In this national tour of 'Movin' Out,' Twyla Tharp's choreographic power gleamed like the chrome of a streamline fin on a convertible
Reviewed by Ann Ciccolella, Fri., Nov. 11, 2005
Bass Concert Hall
Blasting off with "It's Still Rock and Roll to Me" in Sixties plaid shirts and khakis, the dance cast and band of Movin' Out delighted Billy Joel fans, who bopped along with their favorite tunes. Many of his songs, such as "Uptown Girl and "Just the Way You Are," are etched into people's pop memory, so the audience was warmly predisposed from the start.
In this national tour, Twyla Tharp's choreographic power gleamed like the chrome of a streamline fin on a convertible. With a multiplicity of fast pop dance steps, the moves were peppered by her modern dance signature, odd body tilts, and push-back reverses.
Framed by tall black scaffolding and studded with flipping pin spotlights in magenta, red, blue, yellow, and white, the scenery worked well on the formidable Bass stage. Follow spots from oblique high angles traced the dancers from overhead to create a particularly clean, aesthetically pleasing picture.
Live sound pulsed from the eightpiece band (with those BJ sax and trumpets) playing high above the stage floor. The show didn't seem to miss the Broadway version's moving platforms that jutted into the dance space on hydraulics. However, this production would have benefited both from clearer diction in lyrics, which hold together the dance story, and a subtle live mix of the music, which occasionally sounded heavy on the trap set.
Tharp's grand design of linking Billy Joel songs to a linear story begins with high school romance, and then friendships are severed by the Vietnam war in "We Didn't Start the Fire." The development of the characters is never convincingly sustained with a few words from a song like "Big Shot" that have to tell a story that lacks credibility and depth of imagination. A full-length dance work with a narrative has succeeded in classical ballet, but these three-minute songs simply don't sustain this plot. They did provide great variety of styles, including ballads like "She's Got a Way."

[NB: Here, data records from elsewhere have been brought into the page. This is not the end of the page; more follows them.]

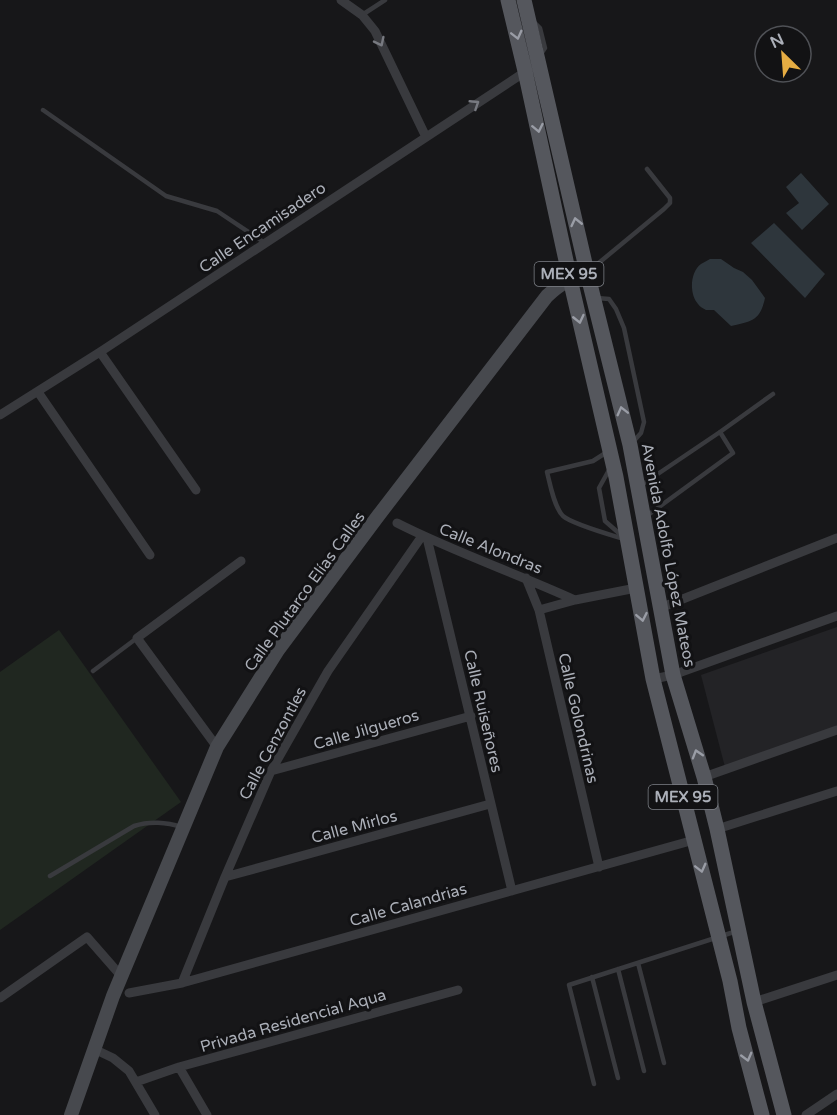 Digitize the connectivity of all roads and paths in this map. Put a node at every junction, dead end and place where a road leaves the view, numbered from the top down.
1 (341, 0) edge
2 (385, 0) edge
3 (508, 0) edge
4 (524, 0) edge
5 (362, 15) junction
6 (539, 61) junction
7 (525, 71) junction
8 (43, 110) dead end
9 (426, 136) junction
10 (647, 169) dead end
11 (265, 243) junction
12 (587, 272) junction
13 (570, 279) junction
14 (594, 298) junction
15 (100, 352) junction
16 (38, 392) junction
17 (773, 394) dead end
18 (0, 415) edge
19 (720, 432) junction
20 (630, 445) junction
21 (613, 464) junction
22 (637, 480) junction
23 (196, 490) dead end
24 (643, 518) junction
25 (397, 523) dead end
26 (425, 537) junction
27 (837, 538) edge
28 (628, 540) junction
29 (150, 555) dead end
30 (241, 561) dead end
31 (526, 578) junction
32 (636, 588) junction
33 (574, 600) junction
34 (660, 608) junction
35 (538, 610) junction
36 (837, 616) edge
37 (137, 638) junction
38 (93, 670) dead end
39 (672, 675) junction
40 (653, 679) junction
41 (471, 716) junction
42 (837, 730) edge
43 (217, 747) junction
44 (270, 771) junction
45 (704, 777) junction
46 (837, 791) edge
47 (490, 804) junction
48 (184, 827) junction
49 (717, 829) junction
50 (694, 840) junction
51 (599, 867) junction
52 (50, 876) dead end
53 (225, 877) junction
54 (512, 891) junction
55 (739, 931) junction
56 (719, 938) junction
57 (638, 963) junction
58 (618, 969) junction
59 (748, 974) junction
60 (837, 975) edge
61 (122, 977) junction
62 (592, 977) junction
63 (730, 981) junction
64 (182, 982) junction
65 (458, 990) dead end
66 (129, 993) dead end
67 (0, 998) edge
68 (754, 1002) junction
69 (94, 1049) junction
70 (664, 1063) dead end
71 (179, 1067) junction
72 (644, 1071) dead end
73 (618, 1078) dead end
74 (136, 1082) junction
75 (594, 1084) dead end
76 (837, 1094) edge
77 (71, 1115) edge
78 (155, 1115) edge
79 (207, 1115) edge
80 (762, 1115) edge
81 (784, 1115) edge
82 (806, 1115) edge

1 - 5 street
2 - 5 lane
3 -> 7 main road, MEX 95
4 - 6 main road, Avenida Adolfo López Mateos / MEX 95
5 -> 9 street
6 - 7 street, Calle Encamisadero
12 -> 6 main road, Avenida Adolfo López Mateos / MEX 95
9 -> 7 street, Calle Encamisadero
7 -> 13 main road, MEX 95
8 - 11 lane
9 - 11 street, Calle Encamisadero
10 - 12 lane
11 - 15 street, Calle Encamisadero
12 - 13 street, Calle Plutarco Elías Calles
12 - 14 main road, Avenida Adolfo López Mateos / MEX 95
13 -> 21 main road, MEX 95
13 - 43 street, Calle Plutarco Elías Calles
20 -> 14 main road, Avenida Adolfo López Mateos / MEX 95
14 - 20 lane
15 - 16 street, Calle Encamisadero
15 - 23 street
16 - 18 street, Calle Encamisadero
16 - 29 street
17 - 19 lane
19 - 22 lane
19 - 24 lane
20 - 22 main road, Avenida Adolfo López Mateos / MEX 95
21 - 22 main road
21 - 28 main road, MEX 95
21 - 28 lane
22 - 24 main road, Avenida Adolfo López Mateos / MEX 95
24 - 34 main road, Avenida Adolfo López Mateos / MEX 95
25 - 26 street, Calle Alondras
26 - 31 street, Calle Alondras
26 - 41 street, Calle Ruiseñores
26 - 44 street, Calle Cenzontles
27 - 34 street
28 - 32 main road, MEX 95
30 - 37 street
31 - 33 street, Calle Alondras
31 - 35 street, Calle Golondrinas
32 - 33 street
32 -> 40 main road, MEX 95
33 - 35 street
34 - 39 main road, Avenida Adolfo López Mateos / MEX 95
35 - 51 street, Calle Golondrinas
36 - 39 street
37 - 38 lane
37 - 43 street
39 - 40 street
45 -> 39 main road, Avenida Adolfo López Mateos / MEX 95
40 - 50 main road, MEX 95
41 - 44 street, Calle Jilgueros
41 - 47 street, Calle Ruiseñores
42 - 45 street
43 - 48 street, Calle Plutarco Elías Calles
44 - 53 street, Calle Cenzontles
45 - 49 main road, Avenida Adolfo López Mateos / MEX 95
46 - 49 street
47 - 53 street, Calle Mirlos
47 - 54 street, Calle Ruiseñores
48 - 52 lane
48 - 61 street, Calle Plutarco Elías Calles
49 - 55 main road, Avenida Adolfo López Mateos / MEX 95
50 - 51 street, Calle Calandrias
50 -> 56 main road, MEX 95
51 - 54 street, Calle Calandrias
53 - 64 street, Calle Cenzontles
54 - 64 street, Calle Calandrias
55 - 56 lane
55 - 59 main road, Avenida Adolfo López Mateos / MEX 95
56 - 57 lane
56 - 63 main road, MEX 95
57 - 58 lane
57 - 70 lane
58 - 62 lane
58 - 72 lane
59 - 63 main road
59 - 68 main road, Avenida Adolfo López Mateos / MEX 95
60 - 68 street
61 - 67 street
61 - 69 street, Calle Plutarco Elías Calles
62 - 73 lane
62 - 75 lane
63 -> 80 main road, MEX 95
64 - 66 street, Calle Calandrias
65 - 71 street, Privada Residencial Aqua
68 - 81 main road, Avenida Adolfo López Mateos / MEX 95
69 - 74 street
69 - 77 street, Calle Plutarco Elías Calles
71 - 74 street, Privada Residencial Aqua
71 - 79 street
74 - 78 street
76 - 82 street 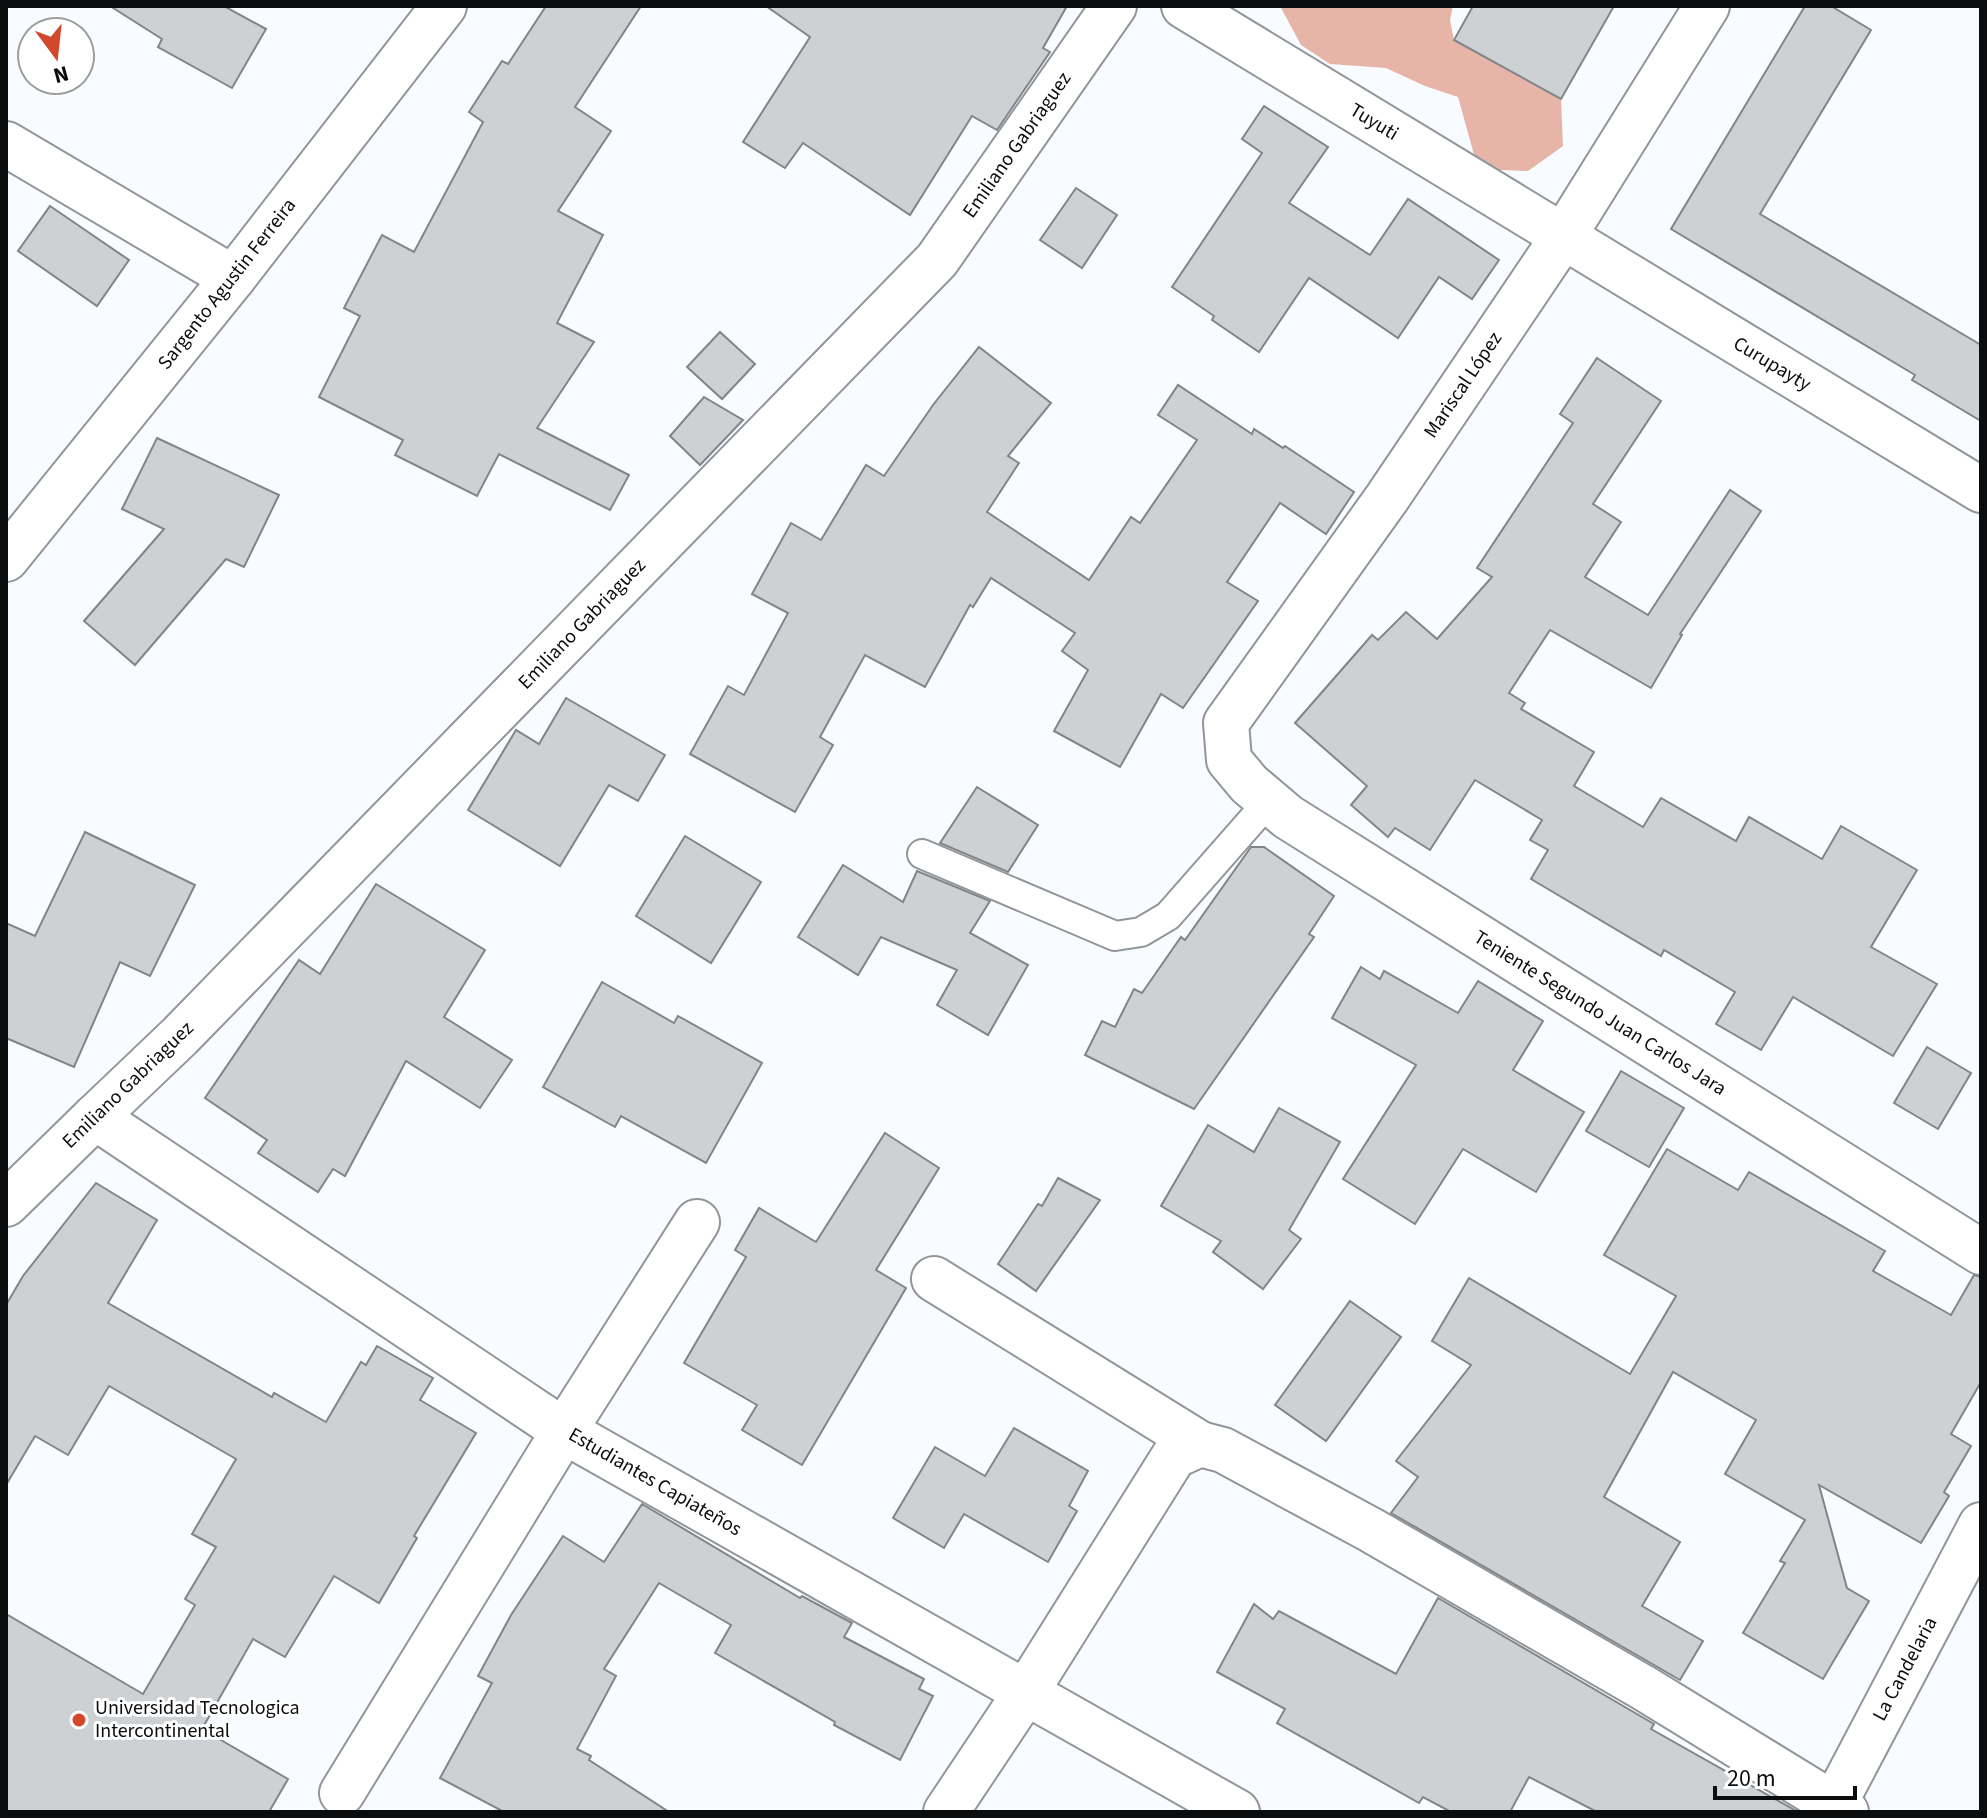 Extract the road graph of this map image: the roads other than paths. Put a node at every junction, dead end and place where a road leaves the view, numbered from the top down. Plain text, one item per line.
1 (444, 6) edge
2 (1114, 6) edge
3 (1184, 6) edge
4 (1707, 6) edge
5 (6, 144) edge
6 (1563, 237) junction
7 (233, 278) junction
8 (1981, 490) edge
9 (6, 559) edge
10 (1229, 760) joint
11 (1269, 801) junction
12 (922, 854) dead end
13 (95, 1117) junction
14 (6, 1204) edge
15 (697, 1222) dead end
16 (1981, 1252) edge
17 (934, 1279) dead end
18 (564, 1431) junction
19 (1200, 1444) junction
20 (1981, 1525) edge
21 (1026, 1692) junction
22 (342, 1793) dead end
23 (1836, 1810) edge
24 (946, 1812) edge
25 (1237, 1812) edge

1 - 7 street, Sargento Agustin Ferreira
2 - 13 street, Emiliano Gabriaguez
3 - 6 street, Tuyuti
4 - 6 street, Mariscal López
5 - 7 street
6 - 8 street, Curupayty
6 - 10 street, Mariscal López
7 - 9 street, Sargento Agustin Ferreira
10 - 11 street, Teniente Segundo Juan Carlos Jara
11 - 12 lane
11 - 16 street, Teniente Segundo Juan Carlos Jara
13 - 14 street, Emiliano Gabriaguez
13 - 18 street, Estudiantes Capiateños
15 - 18 street
17 - 19 street
18 - 21 street, Estudiantes Capiateños
18 - 22 street
19 - 21 street
19 - 23 street
20 - 23 street, La Candelaria
21 - 24 street
21 - 25 street, Estudiantes Capiateños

Movin' Out's strength is the comfort of nostalgia in songs like "Scene From an Italian Restaurant." When it tries to depict the violence of war or the vets' return as addicts, it is much less successful. The most problematic turning point is how the addict turns into a healthy jogger and reunites with his friends. The solution is a prurient visit to the underworld of nightclubs. But the story is not what makes Movin' Out successful, it's the pure dancing.
With spins, twists, turns, and leaps, both the principals and entire company of dancers handled Tharp's athleticism with impressive skill. Her ballet clichés which were many did provide some variation in emotional tone, as did Billy Joel's piano compositions that are reminiscent of classical works. What we never see is the true creative originality of the Twyla Tharp who created modern dance pieces like "Push Comes to Shove" or "In the Upper Room." Movin' Out was conceived for Broadway, and the tour provided a pleasant evening. That is what we will remember.